Pull out each line of the data that includes the word "than".

--- Data listing Enclosed Below ---

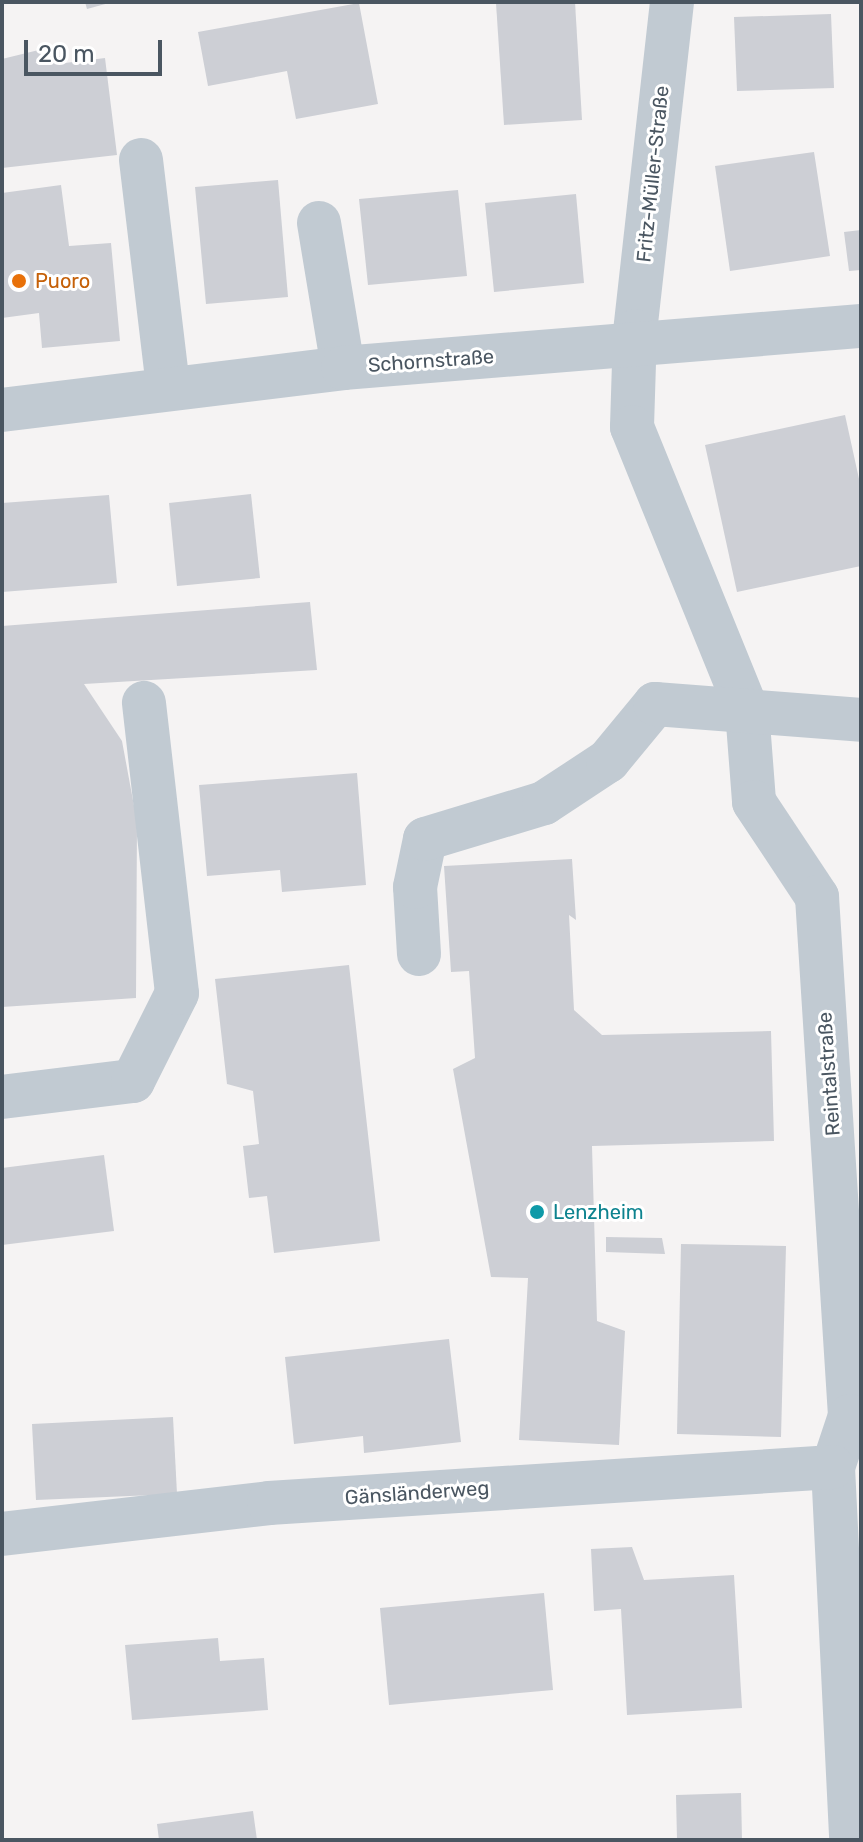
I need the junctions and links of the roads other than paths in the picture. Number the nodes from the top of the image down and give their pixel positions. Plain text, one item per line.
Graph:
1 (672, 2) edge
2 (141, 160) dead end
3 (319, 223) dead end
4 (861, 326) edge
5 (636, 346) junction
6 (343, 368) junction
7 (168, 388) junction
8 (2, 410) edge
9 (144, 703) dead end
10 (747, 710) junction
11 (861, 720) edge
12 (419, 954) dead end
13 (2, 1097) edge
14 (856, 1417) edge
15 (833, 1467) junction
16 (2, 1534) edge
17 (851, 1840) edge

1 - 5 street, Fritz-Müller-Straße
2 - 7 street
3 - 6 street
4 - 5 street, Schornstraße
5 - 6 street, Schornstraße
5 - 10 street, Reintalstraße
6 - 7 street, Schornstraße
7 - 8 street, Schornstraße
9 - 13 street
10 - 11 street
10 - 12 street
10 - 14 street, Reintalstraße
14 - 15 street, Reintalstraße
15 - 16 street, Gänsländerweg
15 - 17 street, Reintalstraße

--- End of Enclosed Data listing ---
--- Data listing Enclosed Below ---

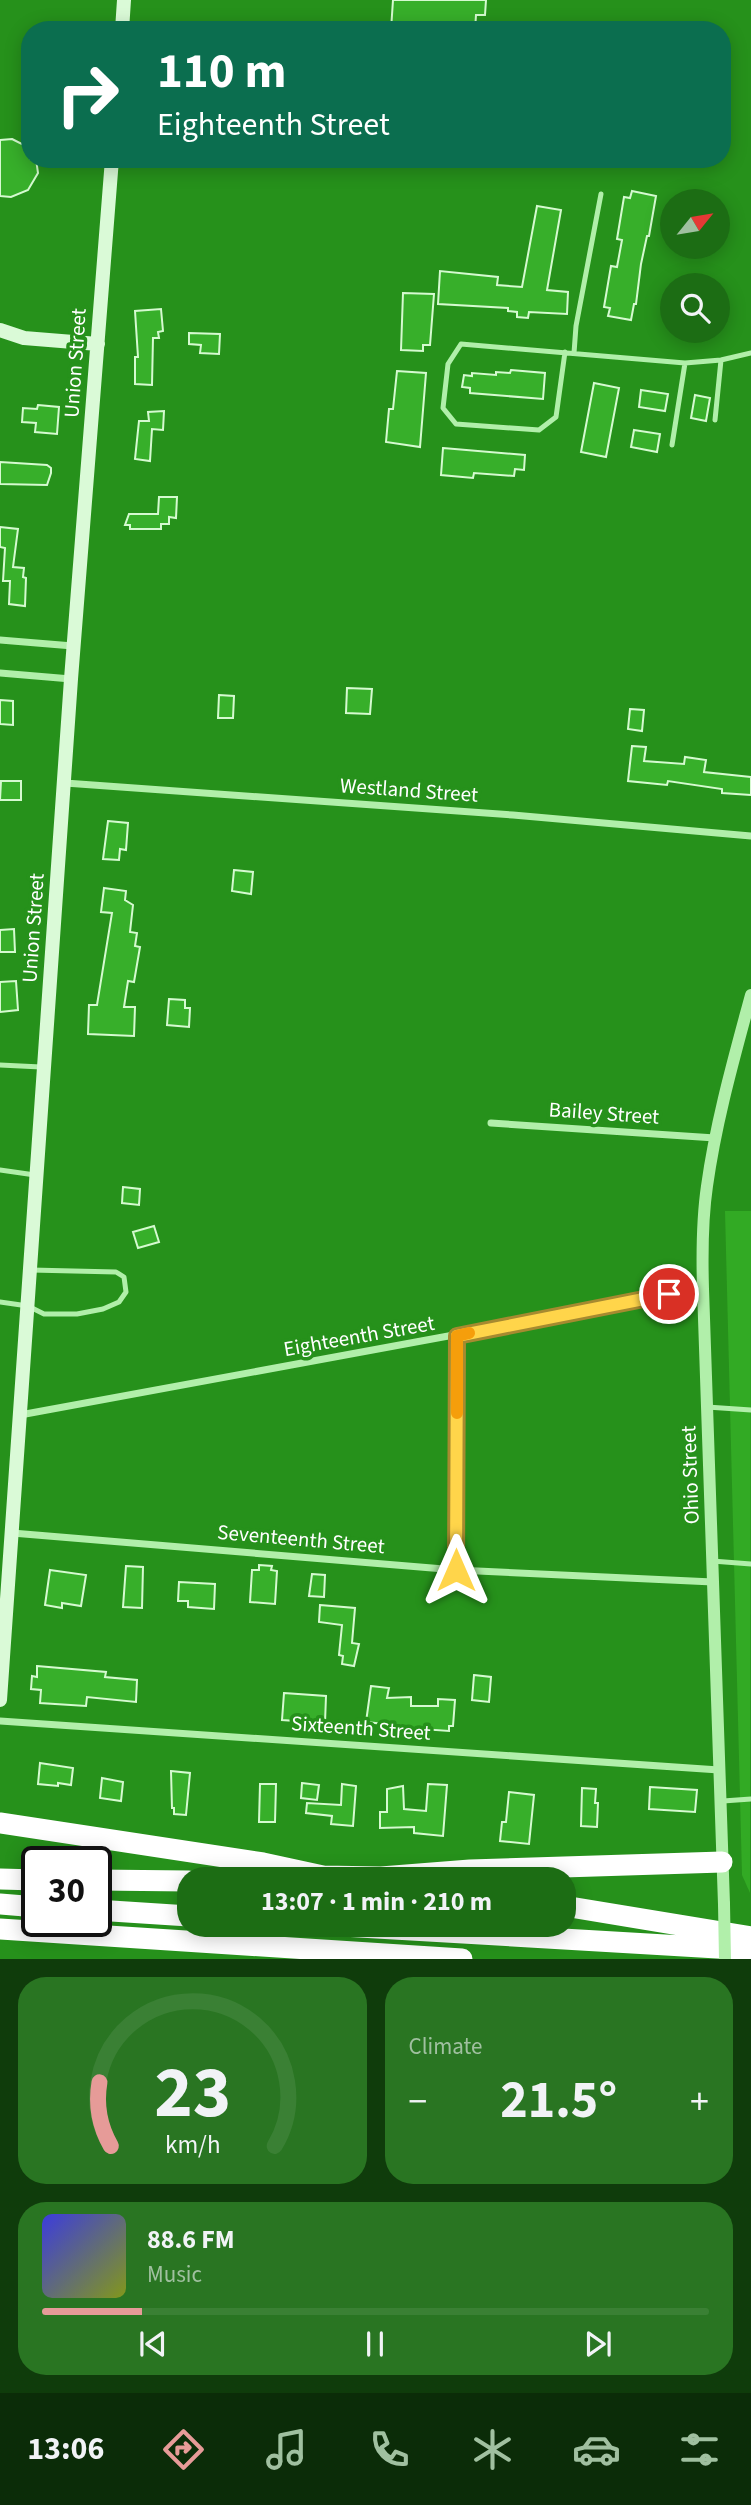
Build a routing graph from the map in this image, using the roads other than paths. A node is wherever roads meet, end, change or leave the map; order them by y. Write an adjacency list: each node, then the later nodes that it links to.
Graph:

--- End of Enclosed Data listing ---

=== Exercise solution ===
I need the junctions and links of the roads other than paths in the picture. Number the nodes from the top of the image down and give their pixel positions. Plain text, one item per line.
Build a routing graph from the map in this image, using the roads other than paths. A node is wherever roads meet, end, change or leave the map; order them by y. Write an adjacency list: each node, then the later nodes that it links to.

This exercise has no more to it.